Aims
Gastric antral vascular ectasia (GAVE) is an uncommon but clinically significant cause of chronic gastrointestinal bleeding and iron-deficiency anemia. Endoscopic therapy is the mainstay of treatment, particularly when medical management is insufficient. Multiple modalities have been evaluated, with differences in depth of injury, technical complexity, durability, and recurrence rates. Missing data on therapy related to morphology of GAVE are still awaiting.
The aim of the present study was to start to fill the literature gap to define an endoscopic rationale for treatment of GAVE
Methods
A retrospective analysis on endoscopic treatment of GAVE was conducted in our tertiary referral center. The patients were divided in two groups depending on the morphology of GAVE: diffuse or nodular type. Primary endpoint was clinical success based on absence of Hb decrease and no need for blood transfusion at 6 months. Statistical analysis was accordingly performed.
Results
277 patients were included in the present study, 195 affected by diffuse type and 82 by nodular type. All patients with diffuse type were treated by thermal ablation (APC or dual emission laser ablation) showing 80% of clinical success as defined in Methods. No patients with clinical insuccess were treated by EBL in this group.
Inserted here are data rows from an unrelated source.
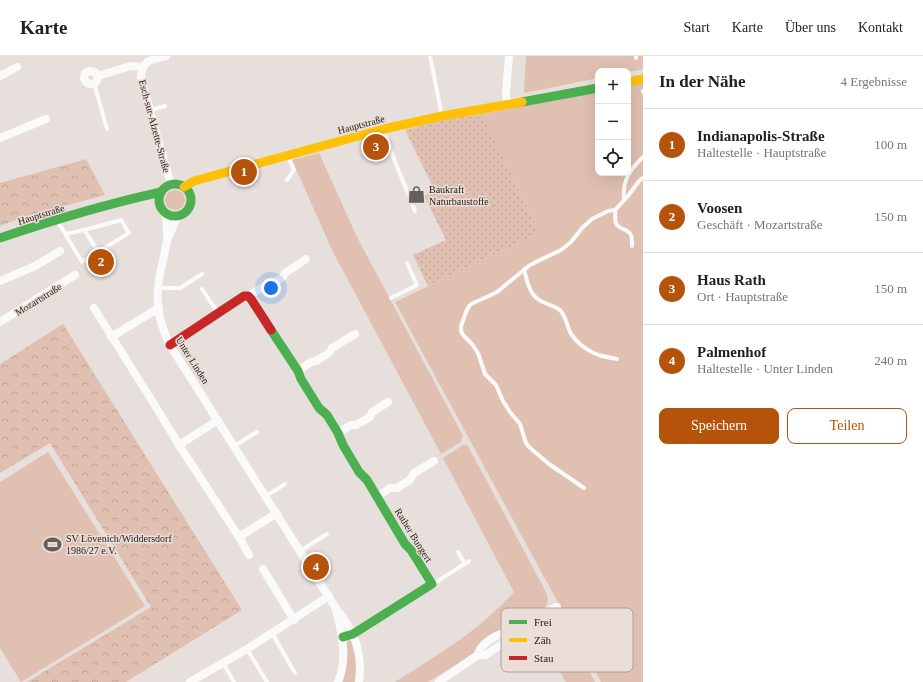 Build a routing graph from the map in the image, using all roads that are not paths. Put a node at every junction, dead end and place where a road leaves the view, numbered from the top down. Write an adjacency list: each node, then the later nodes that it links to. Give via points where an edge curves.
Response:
1 (166, 56): 5 (street, via 148,61)
2 (430, 56): 14 (lane)
3 (509, 56): 11 (street)
4 (17, 67): 6 (street)
5 (143, 67): 8 (street, via 130,66); 13 (street, Esch-sur-Alzette-Straße, via 142,78)
6 (0, 76)
7 (643, 79): 9 (street)
8 (96, 80): 16 (lane)
9 (631, 81)
10 (595, 89): 11 (street, Hauptstraße)
11 (507, 105): 14 (street, Hauptstraße)
12 (165, 106): 13 (lane)
13 (150, 110): 23 (street, Esch-sur-Alzette-Straße)
14 (442, 116): 17 (street, Hauptstraße)
15 (46, 119): 18 (street)
16 (107, 129)
17 (384, 129): 19 (street, Hauptstraße); 30 (lane)
18 (0, 138)
19 (288, 156): 22 (lane, via 294,170); 24 (street, Hauptstraße, via 222,174)
20 (643, 156): 26 (lane, via 634,165 625,182)
21 (643, 178): 26 (lane)
22 (287, 180)
23 (171, 185): 24 (street, via 176,184); 25 (street)
24 (187, 190): 32 (street, via 189,206)
25 (161, 192): 27 (street); 28 (street, Hauptstraße)
26 (624, 200): 29 (lane)
27 (160, 204): 28 (street, Hauptstraße); 31 (street)
28 (111, 205): 33 (street, Hauptstraße)
29 (615, 210): 38 (lane, via 614,219 617,226 630,233); 43 (lane, via 592,219 561,250)
30 (415, 211)
31 (165, 212): 32 (street, via 172,216); 37 (street, Unter Linden)
32 (179, 215): 37 (street, Unter Linden)
33 (57, 220): 35 (lane); 36 (street, Hauptstraße)
34 (84, 230): 35 (lane); 40 (lane); 40 (lane, via 120,220 128,233)
35 (66, 234): 40 (lane, via 82,262)
36 (0, 238)
37 (167, 239): 47 (street, Unter Linden)
38 (632, 246)
39 (60, 251): 46 (street, via 35,266)
40 (98, 251)
41 (306, 259): 49 (street, via 285,272 283,277)
42 (407, 263): 50 (lane, via 417,285)
43 (524, 269): 58 (lane, via 531,292 538,300 559,310 577,341 594,353); 68 (lane, via 497,292 469,306 461,331 478,354 485,374 496,385 503,401 520,424 529,448)
44 (202, 274): 47 (lane, via 180,288)
45 (75, 275): 54 (street, Mozartstraße)
46 (0, 281)
47 (158, 288): 52 (street, Unter Linden)
48 (202, 289): 53 (lane)
49 (248, 296): 53 (street, via 244,296); 59 (street, Rather Bungert)
50 (391, 298)
51 (94, 308): 56 (street)
52 (159, 308): 56 (street); 57 (street, Unter Linden, via 163,330)
53 (218, 314): 57 (street)
54 (0, 322)
55 (355, 334): 59 (street, via 332,348 329,353)
56 (111, 336): 64 (street)
57 (170, 344): 61 (street, Unter Linden)
58 (617, 359)
59 (298, 370): 63 (street, Rather Bungert, via 319,408 327,415)
60 (388, 402): 63 (street, via 372,412 370,417)
61 (218, 420): 64 (street); 65 (street, Unter Linden)
62 (257, 432): 65 (lane)
63 (338, 433): 70 (street, Rather Bungert, via 342,445)
64 (179, 445): 73 (street)
65 (234, 446): 69 (street, Unter Linden)
66 (434, 461): 70 (street, via 414,473 410,480 397,488 390,488)
67 (285, 484): 69 (lane)
68 (584, 488)
69 (266, 496): 71 (street, Unter Linden)
70 (377, 497): 78 (street, Rather Bungert)
71 (277, 513): 73 (street); 74 (street, Unter Linden)
72 (327, 534): 74 (lane)
73 (239, 537): 76 (street)
74 (300, 551): 79 (street, Unter Linden)
75 (458, 552): 78 (lane, via 467,562)
76 (249, 555)
77 (262, 569): 81 (street)
78 (432, 584): 83 (street)
79 (329, 596): 80 (street, Unter Linden); 81 (street)
80 (335, 607): 83 (street, Unter Linden); 84 (street, Unter Linden)
81 (294, 620): 82 (street)
82 (272, 633): 86 (street); 88 (lane)
83 (353, 634): 84 (street); 93 (street, Unter Linden, via 359,654)
84 (343, 637): 92 (street, Unter Linden, via 343,658)
85 (501, 645): 94 (street, via 486,655 479,654)
86 (247, 650): 87 (street); 91 (lane)
87 (223, 663): 89 (street); 90 (lane)
88 (295, 673)
89 (196, 681)
90 (234, 682)
91 (268, 682)
92 (338, 682)
93 (359, 682)
94 (440, 682) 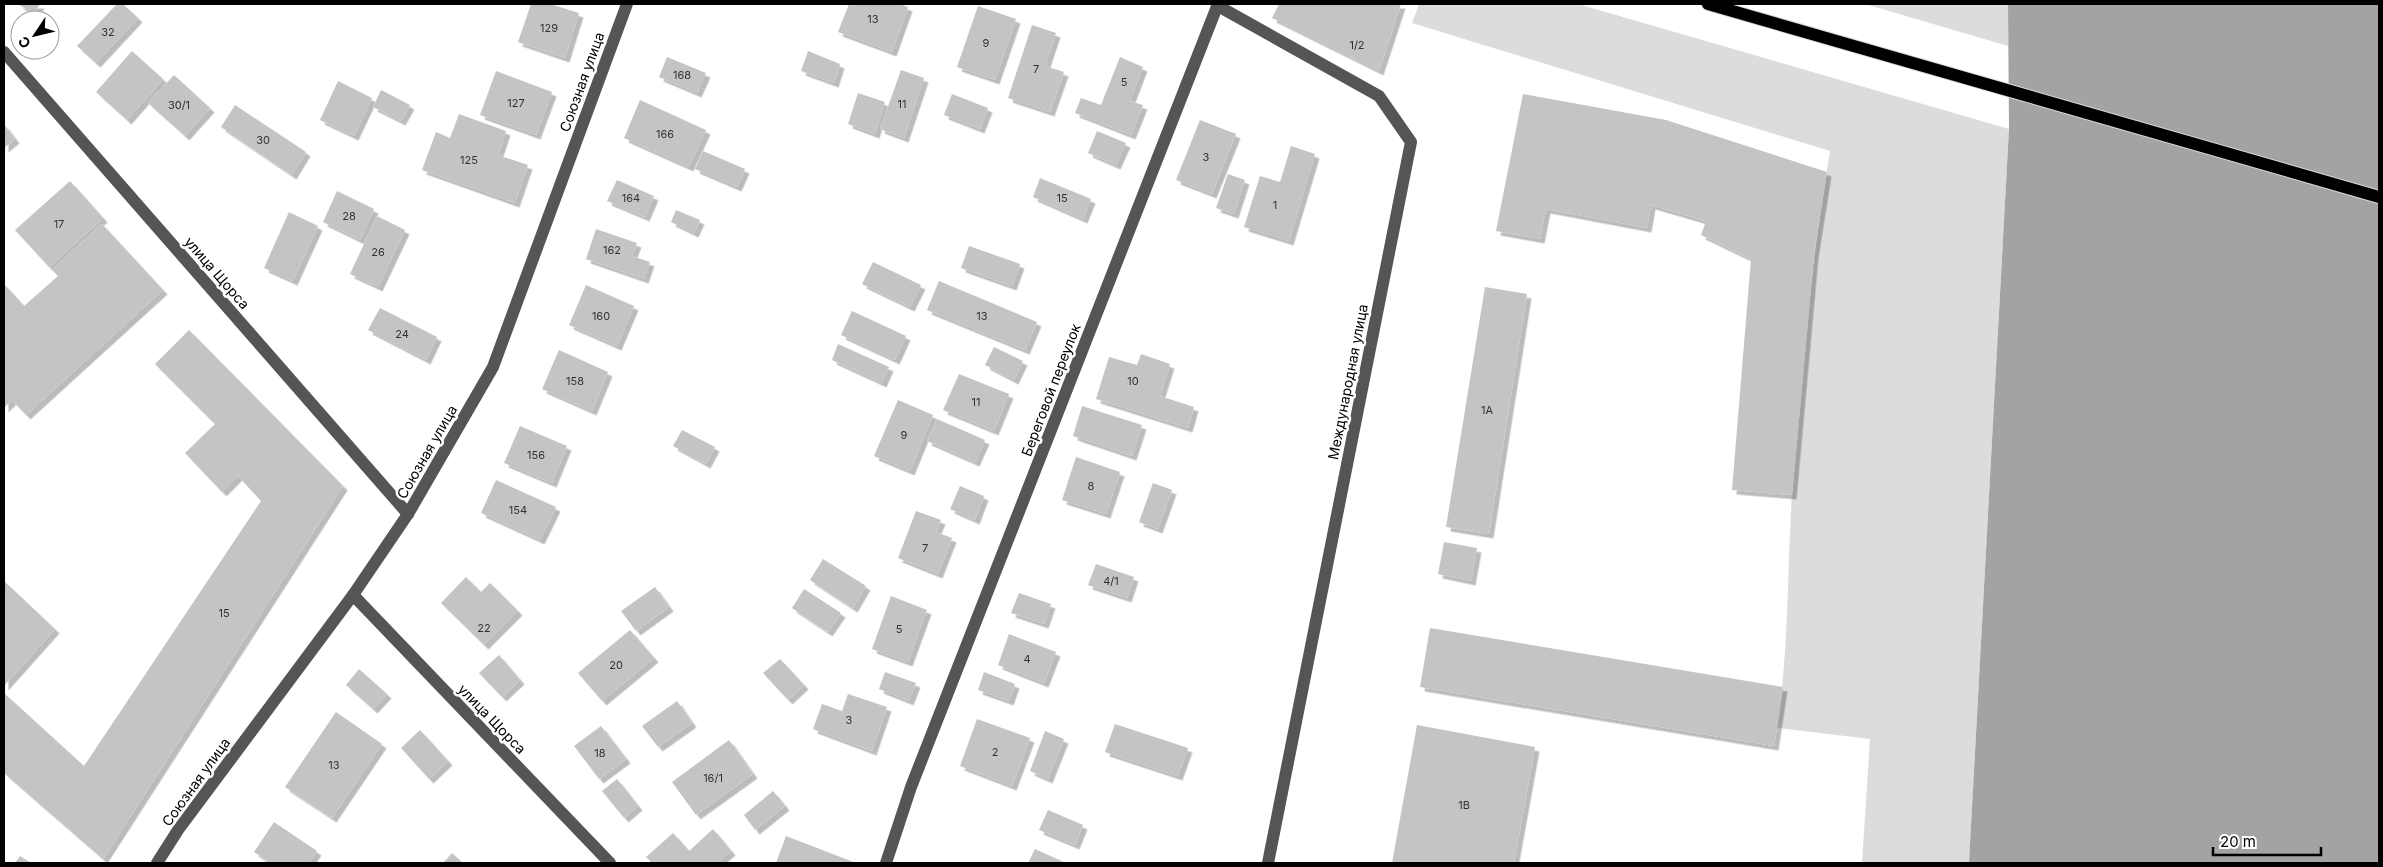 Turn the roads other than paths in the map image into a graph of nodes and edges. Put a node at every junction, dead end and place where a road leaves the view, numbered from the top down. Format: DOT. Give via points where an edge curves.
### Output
graph roads {
  1 [pos="627,4"];
  2 [pos="1708,4"];
  3 [pos="1218,5"];
  4 [pos="4,52"];
  5 [pos="2379,197"];
  6 [pos="408,514"];
  7 [pos="353,596"];
  8 [pos="157,863"];
  9 [pos="610,863"];
  10 [pos="886,863"];
  11 [pos="1268,863"];
  1 -- 6 [label="street, Союзная улица" via="493,367"];
  2 -- 5 [label="main road"];
  3 -- 10 [label="street, Береговой переулок" via="911,787"];
  3 -- 11 [label="street, Международная улица" via="1378,96 1411,142"];
  4 -- 6 [label="street, улица Щорса"];
  6 -- 7 [label="street, Союзная улица"];
  7 -- 8 [label="street, Союзная улица" via="178,830"];
  7 -- 9 [label="street, улица Щорса"];
}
Patients with nodular type were generally treated by APC as first line treatment (80 patients) and in two cases directly by EBL. APC treatment showed in this setting 60% of clinical success (significantly lower than in the diffuse type). Furthermore, only 20 patients out of 80 were treated by EBL as secondary approach. These patients showed a cumulative clinical success of 87,5%.
Statistical analysis confirmed a significant difference of clinical success in nodular type group between APC treatment and EBL (p=0,01).
Conclusions
Our study preliminarly demonstrate that thermal ablation is effective in diffuse type of GAVE while nodular type is better treated by EBL.